> **TASK TO CARRY OUT**: Count the lines in the records that hold the string "each". Only the number should be given.

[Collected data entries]
--*--

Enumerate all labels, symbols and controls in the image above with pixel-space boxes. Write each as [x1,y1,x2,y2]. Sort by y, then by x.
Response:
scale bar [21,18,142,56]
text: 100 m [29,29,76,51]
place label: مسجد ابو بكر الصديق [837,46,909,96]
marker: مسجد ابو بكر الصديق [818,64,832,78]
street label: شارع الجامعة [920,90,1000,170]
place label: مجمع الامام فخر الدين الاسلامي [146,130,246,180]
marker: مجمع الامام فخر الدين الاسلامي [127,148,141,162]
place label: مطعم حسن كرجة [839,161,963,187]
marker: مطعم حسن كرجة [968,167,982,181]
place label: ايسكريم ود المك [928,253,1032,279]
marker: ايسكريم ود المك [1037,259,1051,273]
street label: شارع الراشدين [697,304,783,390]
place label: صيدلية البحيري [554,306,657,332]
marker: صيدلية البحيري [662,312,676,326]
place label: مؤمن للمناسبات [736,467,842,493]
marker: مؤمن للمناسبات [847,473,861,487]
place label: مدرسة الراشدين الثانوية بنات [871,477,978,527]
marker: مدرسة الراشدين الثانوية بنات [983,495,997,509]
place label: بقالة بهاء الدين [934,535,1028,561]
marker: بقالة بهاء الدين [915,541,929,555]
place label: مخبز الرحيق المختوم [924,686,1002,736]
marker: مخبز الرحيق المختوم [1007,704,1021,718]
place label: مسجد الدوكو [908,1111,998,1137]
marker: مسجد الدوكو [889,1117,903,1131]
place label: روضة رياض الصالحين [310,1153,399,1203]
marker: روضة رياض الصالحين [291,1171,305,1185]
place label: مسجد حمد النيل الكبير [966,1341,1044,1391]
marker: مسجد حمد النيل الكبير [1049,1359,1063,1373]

--*--

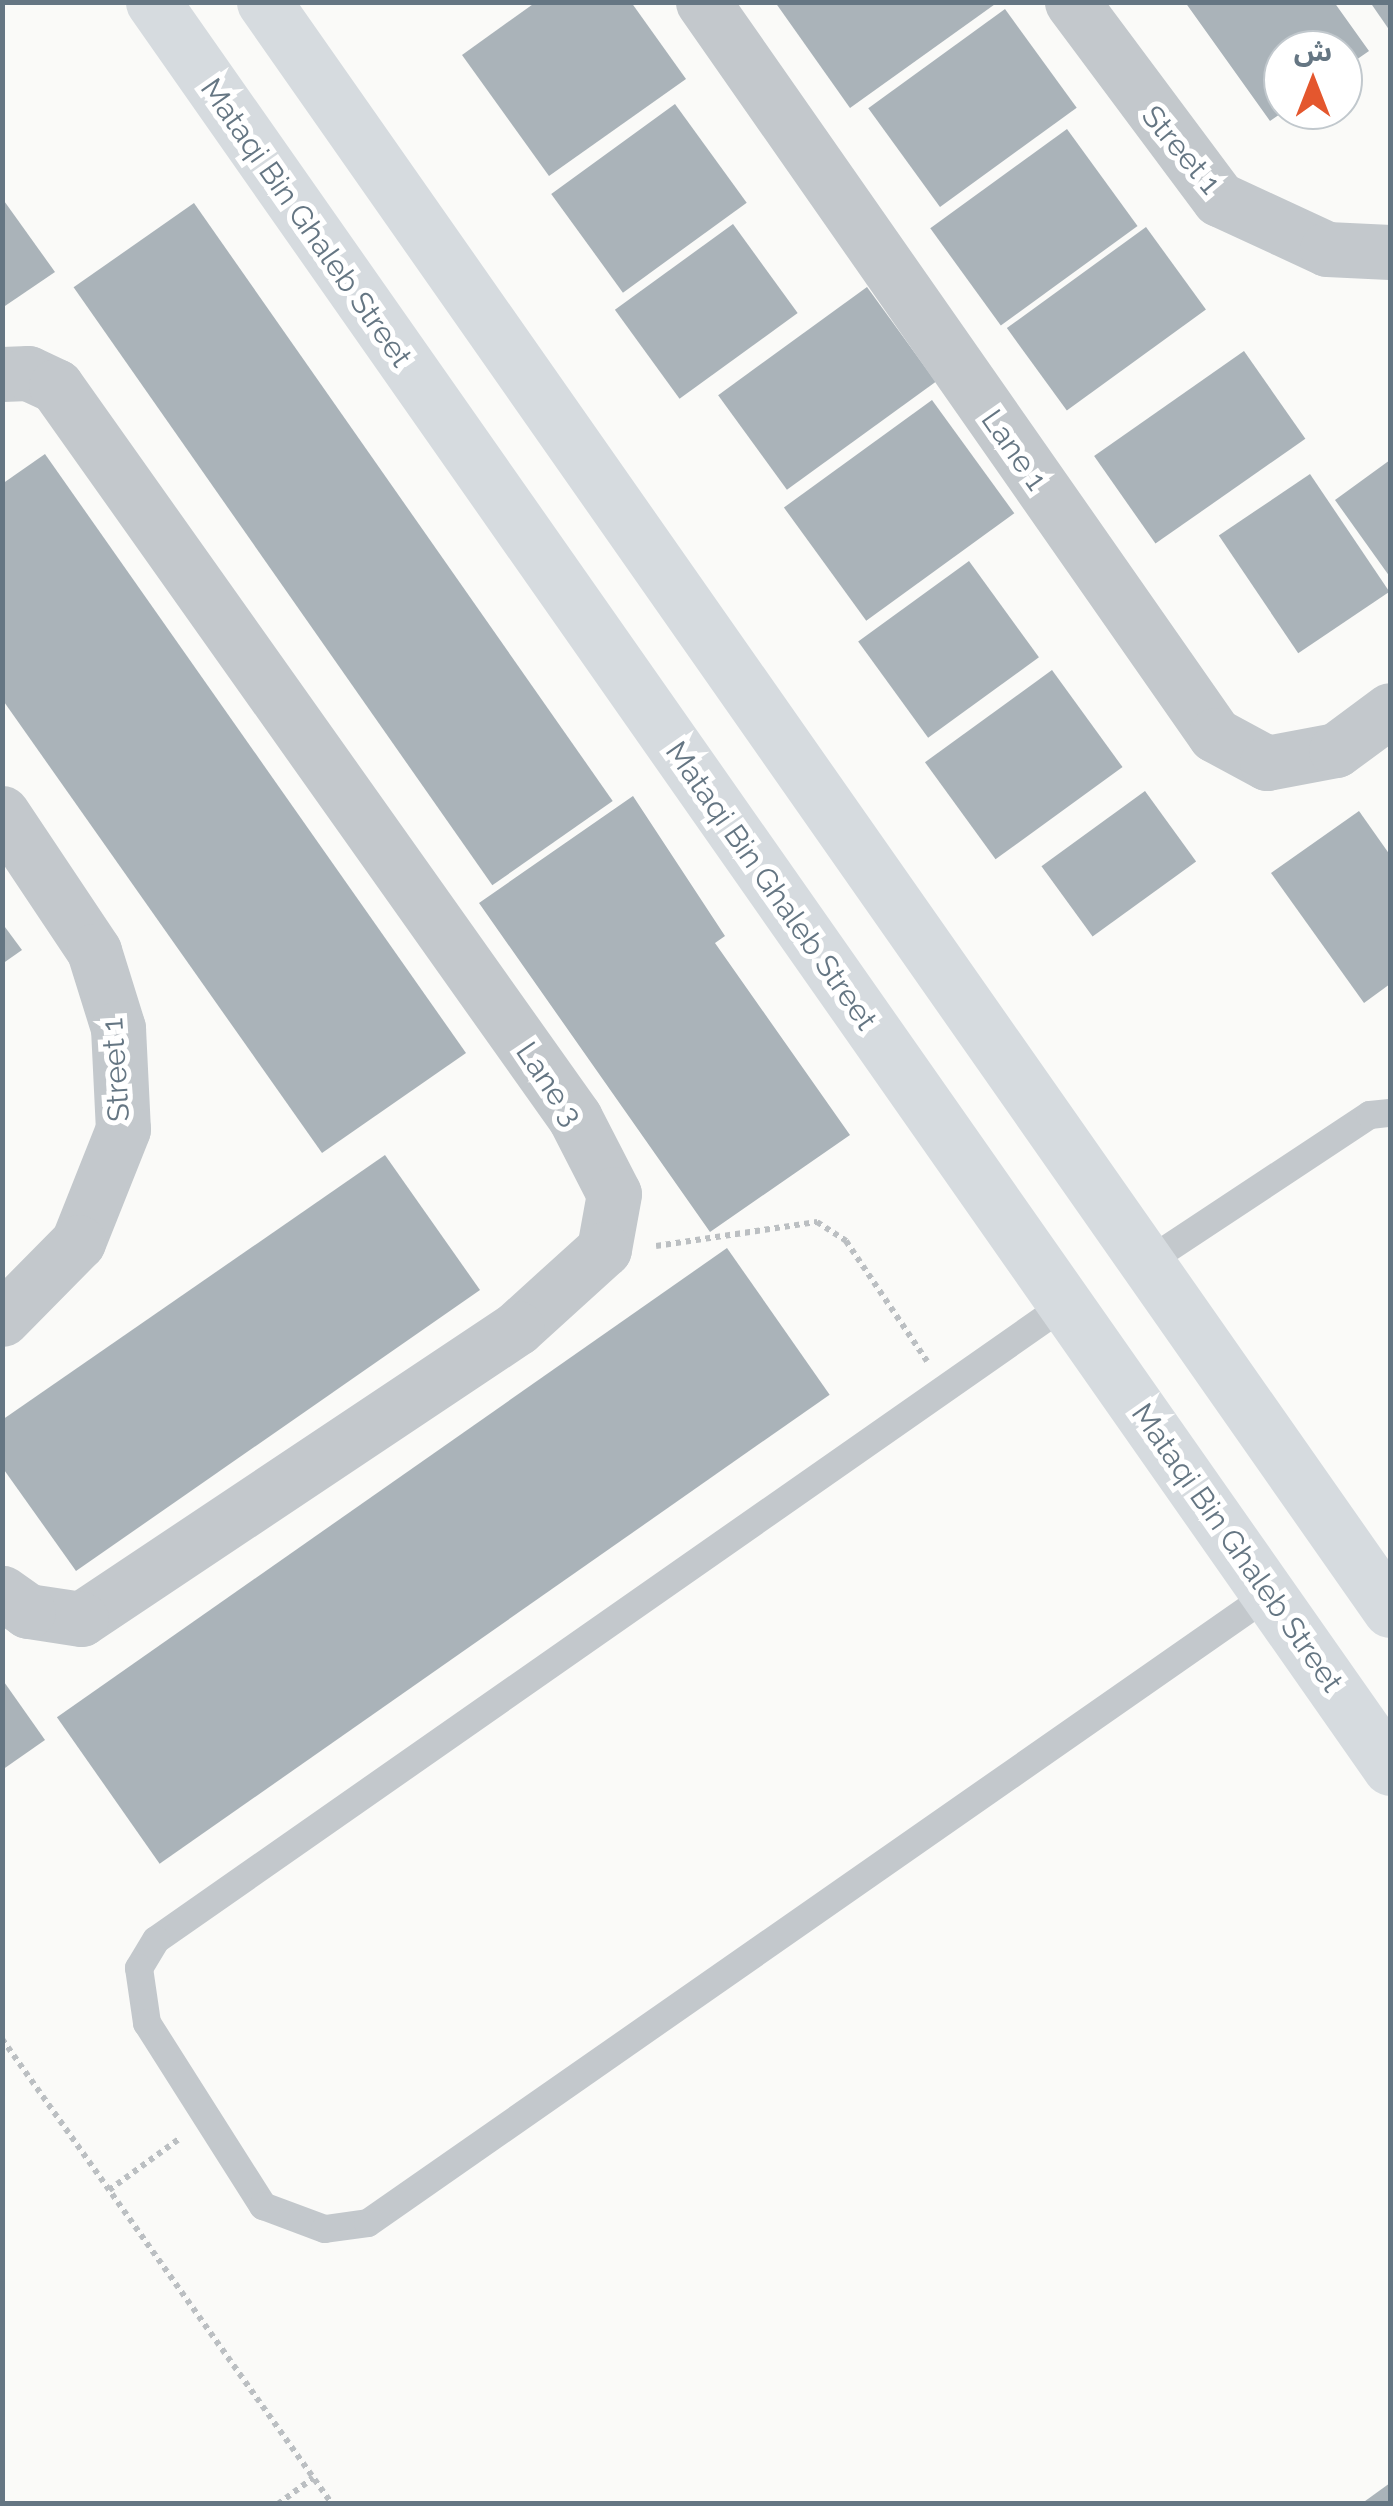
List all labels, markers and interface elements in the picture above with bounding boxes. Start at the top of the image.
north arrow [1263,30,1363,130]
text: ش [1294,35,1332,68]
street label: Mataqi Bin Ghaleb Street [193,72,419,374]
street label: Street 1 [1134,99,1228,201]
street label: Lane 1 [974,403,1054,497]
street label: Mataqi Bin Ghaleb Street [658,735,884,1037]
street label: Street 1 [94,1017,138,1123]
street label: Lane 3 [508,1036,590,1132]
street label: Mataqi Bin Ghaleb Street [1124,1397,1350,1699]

--*--

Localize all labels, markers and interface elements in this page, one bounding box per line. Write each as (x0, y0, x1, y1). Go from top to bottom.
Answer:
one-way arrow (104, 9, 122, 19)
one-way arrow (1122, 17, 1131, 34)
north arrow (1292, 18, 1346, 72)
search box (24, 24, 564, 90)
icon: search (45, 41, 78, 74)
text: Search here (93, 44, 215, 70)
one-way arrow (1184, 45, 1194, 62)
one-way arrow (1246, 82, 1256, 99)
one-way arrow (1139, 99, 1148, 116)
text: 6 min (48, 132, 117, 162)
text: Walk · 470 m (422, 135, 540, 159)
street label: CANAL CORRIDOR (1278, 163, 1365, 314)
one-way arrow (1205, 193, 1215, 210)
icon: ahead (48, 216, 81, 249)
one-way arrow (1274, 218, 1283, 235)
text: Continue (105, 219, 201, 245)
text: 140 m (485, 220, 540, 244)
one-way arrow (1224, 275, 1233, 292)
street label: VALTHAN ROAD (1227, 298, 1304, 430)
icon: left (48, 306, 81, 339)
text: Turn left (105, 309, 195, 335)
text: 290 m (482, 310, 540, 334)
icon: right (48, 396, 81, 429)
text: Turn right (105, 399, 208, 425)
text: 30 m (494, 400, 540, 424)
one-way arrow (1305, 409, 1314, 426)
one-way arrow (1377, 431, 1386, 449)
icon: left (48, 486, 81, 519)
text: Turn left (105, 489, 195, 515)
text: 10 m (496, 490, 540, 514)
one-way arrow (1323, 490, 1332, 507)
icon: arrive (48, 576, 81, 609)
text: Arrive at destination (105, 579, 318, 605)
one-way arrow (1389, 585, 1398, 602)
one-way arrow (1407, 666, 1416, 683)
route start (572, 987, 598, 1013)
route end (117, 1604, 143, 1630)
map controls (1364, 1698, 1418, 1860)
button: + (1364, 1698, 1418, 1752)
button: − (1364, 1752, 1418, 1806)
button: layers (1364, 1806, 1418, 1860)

--*--

> **SOLUTION FOR THIS EXERCISE**: 2